[[ DATA FOR REVIEW, beginning ]]
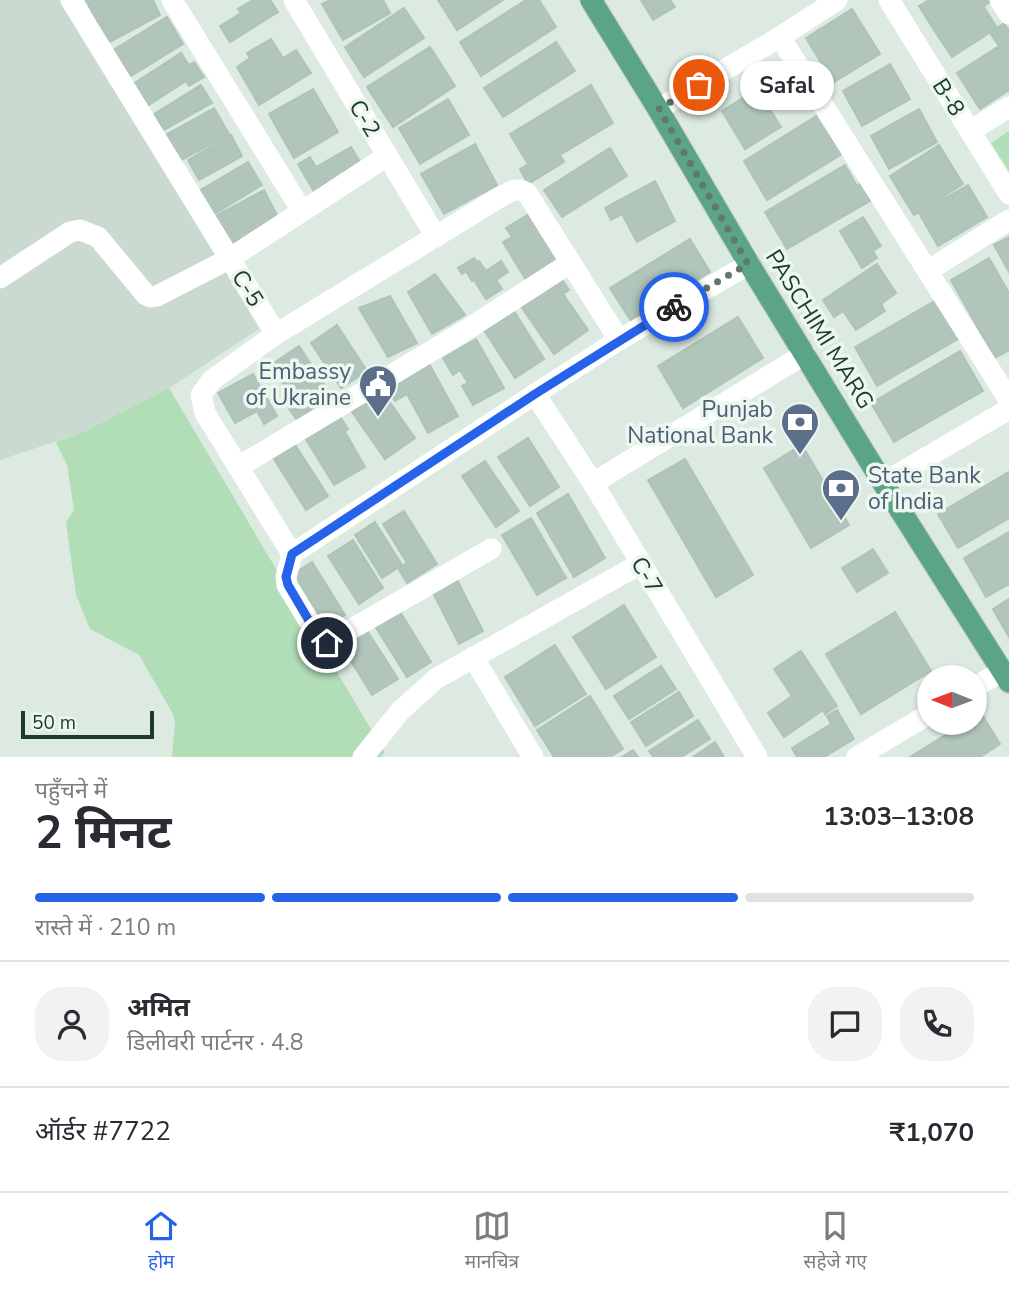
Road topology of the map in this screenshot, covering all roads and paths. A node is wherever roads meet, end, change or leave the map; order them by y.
1 (71, 0) edge
2 (172, 0) edge
3 (294, 0) edge
4 (591, 0) edge
5 (837, 0) edge
6 (889, 0) edge
7 (1000, 0) edge
8 (1009, 15) edge
9 (780, 37) junction
10 (1009, 107) edge
11 (659, 109) junction
12 (970, 131) junction
13 (387, 156) junction
14 (1009, 194) edge
15 (302, 211) junction
16 (1009, 220) edge
17 (436, 237) junction
18 (229, 259) junction
19 (570, 263) junction
20 (748, 264) junction
21 (929, 270) junction
22 (0, 278) edge
23 (276, 334) junction
24 (620, 340) junction
25 (805, 354) junction
26 (535, 394) junction
27 (1009, 400) edge
28 (1009, 409) edge
29 (238, 467) junction
30 (883, 482) junction
31 (593, 484) junction
32 (491, 549) dead end
33 (292, 554) junction
34 (640, 564) junction
35 (473, 657) junction
36 (1006, 677) edge
37 (987, 684) edge
38 (917, 721) edge
39 (363, 757) edge
40 (533, 757) edge
41 (757, 757) edge
42 (857, 757) edge

1 - 18 street, C-5
2 - 15 street
3 - 13 street, C-2
4 - 11 main road, PASCHIMI MARG
5 - 9 street
6 - 12 street, B-8
7 - 8 street
9 - 11 street
9 - 21 street
10 - 12 street
11 - 20 main road, PASCHIMI MARG
12 - 14 street, B-8
13 - 15 street
13 - 17 street, C-2
15 - 18 street
16 - 21 street
17 - 19 street
17 - 23 street
18 - 22 street
18 - 23 street, C-5
19 - 24 street
19 - 29 street
20 - 24 street
20 - 25 main road, PASCHIMI MARG
21 - 27 street
23 - 29 street
24 - 26 street
25 - 30 main road, PASCHIMI MARG
25 - 31 street
26 - 31 street, C-7
26 - 33 street
28 - 30 street
29 - 33 street
30 - 36 main road, PASCHIMI MARG
31 - 34 street, C-7
32 - 33 street
34 - 35 street
34 - 41 street, C-7
35 - 39 street
35 - 40 street
36 - 37 street
38 - 42 street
[[ DATA FOR REVIEW, end ]]
YOUR GOAL:
The whole listing, pictures excluded, should be output exactly.

SOLUTION FOR THIS TASK:
Road topology of the map in this screenshot, covering all roads and paths. A node is wherever roads meet, end, change or leave the map; order them by y.
1 (71, 0) edge
2 (172, 0) edge
3 (294, 0) edge
4 (591, 0) edge
5 (837, 0) edge
6 (889, 0) edge
7 (1000, 0) edge
8 (1009, 15) edge
9 (780, 37) junction
10 (1009, 107) edge
11 (659, 109) junction
12 (970, 131) junction
13 (387, 156) junction
14 (1009, 194) edge
15 (302, 211) junction
16 (1009, 220) edge
17 (436, 237) junction
18 (229, 259) junction
19 (570, 263) junction
20 (748, 264) junction
21 (929, 270) junction
22 (0, 278) edge
23 (276, 334) junction
24 (620, 340) junction
25 (805, 354) junction
26 (535, 394) junction
27 (1009, 400) edge
28 (1009, 409) edge
29 (238, 467) junction
30 (883, 482) junction
31 (593, 484) junction
32 (491, 549) dead end
33 (292, 554) junction
34 (640, 564) junction
35 (473, 657) junction
36 (1006, 677) edge
37 (987, 684) edge
38 (917, 721) edge
39 (363, 757) edge
40 (533, 757) edge
41 (757, 757) edge
42 (857, 757) edge

1 - 18 street, C-5
2 - 15 street
3 - 13 street, C-2
4 - 11 main road, PASCHIMI MARG
5 - 9 street
6 - 12 street, B-8
7 - 8 street
9 - 11 street
9 - 21 street
10 - 12 street
11 - 20 main road, PASCHIMI MARG
12 - 14 street, B-8
13 - 15 street
13 - 17 street, C-2
15 - 18 street
16 - 21 street
17 - 19 street
17 - 23 street
18 - 22 street
18 - 23 street, C-5
19 - 24 street
19 - 29 street
20 - 24 street
20 - 25 main road, PASCHIMI MARG
21 - 27 street
23 - 29 street
24 - 26 street
25 - 30 main road, PASCHIMI MARG
25 - 31 street
26 - 31 street, C-7
26 - 33 street
28 - 30 street
29 - 33 street
30 - 36 main road, PASCHIMI MARG
31 - 34 street, C-7
32 - 33 street
34 - 35 street
34 - 41 street, C-7
35 - 39 street
35 - 40 street
36 - 37 street
38 - 42 street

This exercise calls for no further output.